Je branche l’Ipod, et écoute à fond les manettes le dernier Manu Chao, Raining in Paradise, pour éviter d’entendre les vrombissements des deux réacteurs que le pilote coupe et rallume à tour de rôle. La musique calme un peu, mais j’ai les mains tellement moites que je ne peux plus changer de chanson.
La carlingue s’emplit d’une vague odeur de sueur apeurée. Entre se planter et prendre un missile, chacun évalue les meilleures manières de terminer cette descente au plus vite.

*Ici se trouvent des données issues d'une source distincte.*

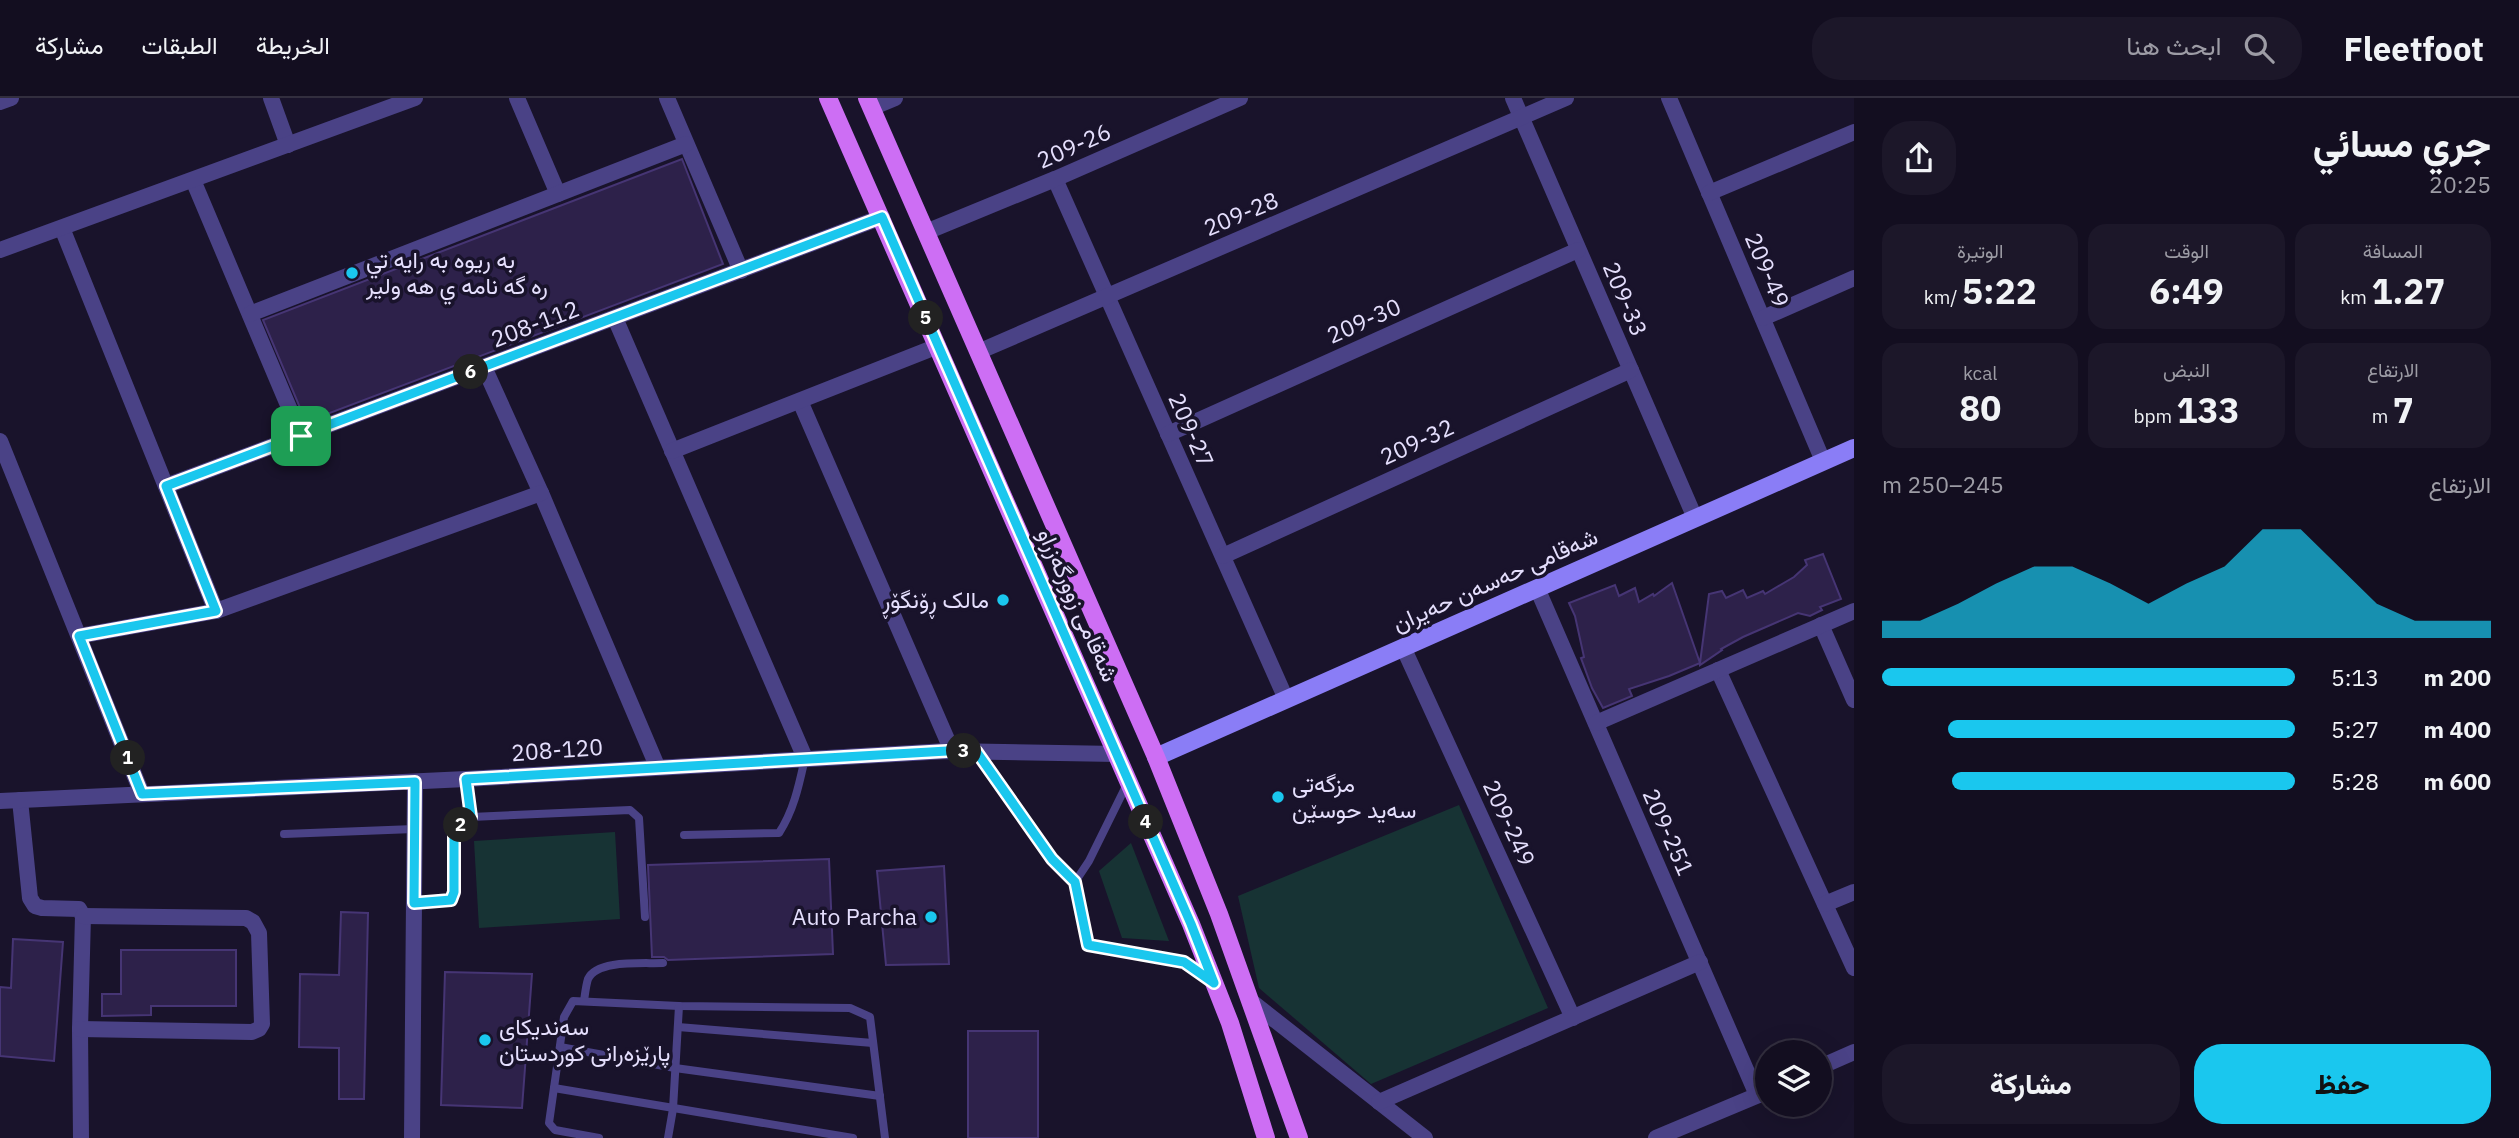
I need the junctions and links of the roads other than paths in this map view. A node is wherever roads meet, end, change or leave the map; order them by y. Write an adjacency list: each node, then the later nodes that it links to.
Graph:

Derniers virages au dessus d’un ancien palais de Saddam, et le zinc se pose à toute vitesse sur la piste.
« Bienvenue à l’aéroport international de Bagdad. La température extérieure est de 47 degrés… et ça va encore monter », rigole cet enfoiré de russe.
En effet, l’air extérieur donne la sensation d’entrer dans un four avec un sèche-cheveux braqué dans la bouche.
Muthanna n’a pas eu le droit d’entrer dans la zone de l’aéroport. Un irakien, sympa, me propose de me déposer au premier check-point. A 170 kilomètres heures, en allumant sa cigarette, il me demande ce que je fais là…
Je finis par retrouver Muthanna, et nos anges gardiens : quatre policiers, dont un major en uniforme, que je vais payer 600 dollars par jour pour nous protéger ( j’accepte assez facilement, aujourd’hui, de participer à la corruption généralisée du pays).
On se remet en route, Muthanna et moi dans une première voiture, les flics dans une vieille Chevrolet aux vitres teintées derrière. Au moindre pépin, ils sont supposés sortir l’artillerie, ou négocier avec les milices, par ailleurs infestées de policiers et de militaires.
Ce qui n’a pas changé, c’est l’entrelacs de routes coupés, de détours, de barrages : un coup l’armée, un coup les forces spéciales, un coup la police. Il nous faut une bonne heure pour arriver au Sheraton, dont quelques minutes très désagréables dans un embouteillage, où tous les regards se tournent vers moi.
En descendant de la voiture, je goûte à cette sensation oubliée : dix mètres à pied, et l’impression d’avoir plongé dans une piscine brûlante tout habillé.
C’est le ramadan. Donc juste de l’eau, puisque Muthanna me dit que personne ne me reprochera de boire de l’eau en public… De toutes façons, il n’y a personne pour me regarder, à part les obséquieux serveurs, qui ont tranquillement survécu au changement de régime.
On parle de politique, avant le premier direct. BAM. Une bombe, pas loin. Bilan, 5 morts et 17 blessés. Une voiture piégée. Et Muthanna : « oui, mais il y en a vraiment de moins en moins, tu vas voir, ça ne réveille plus la nuit ».
Je sais pas s’il pleut au paradis, mais ici, il fait chaud.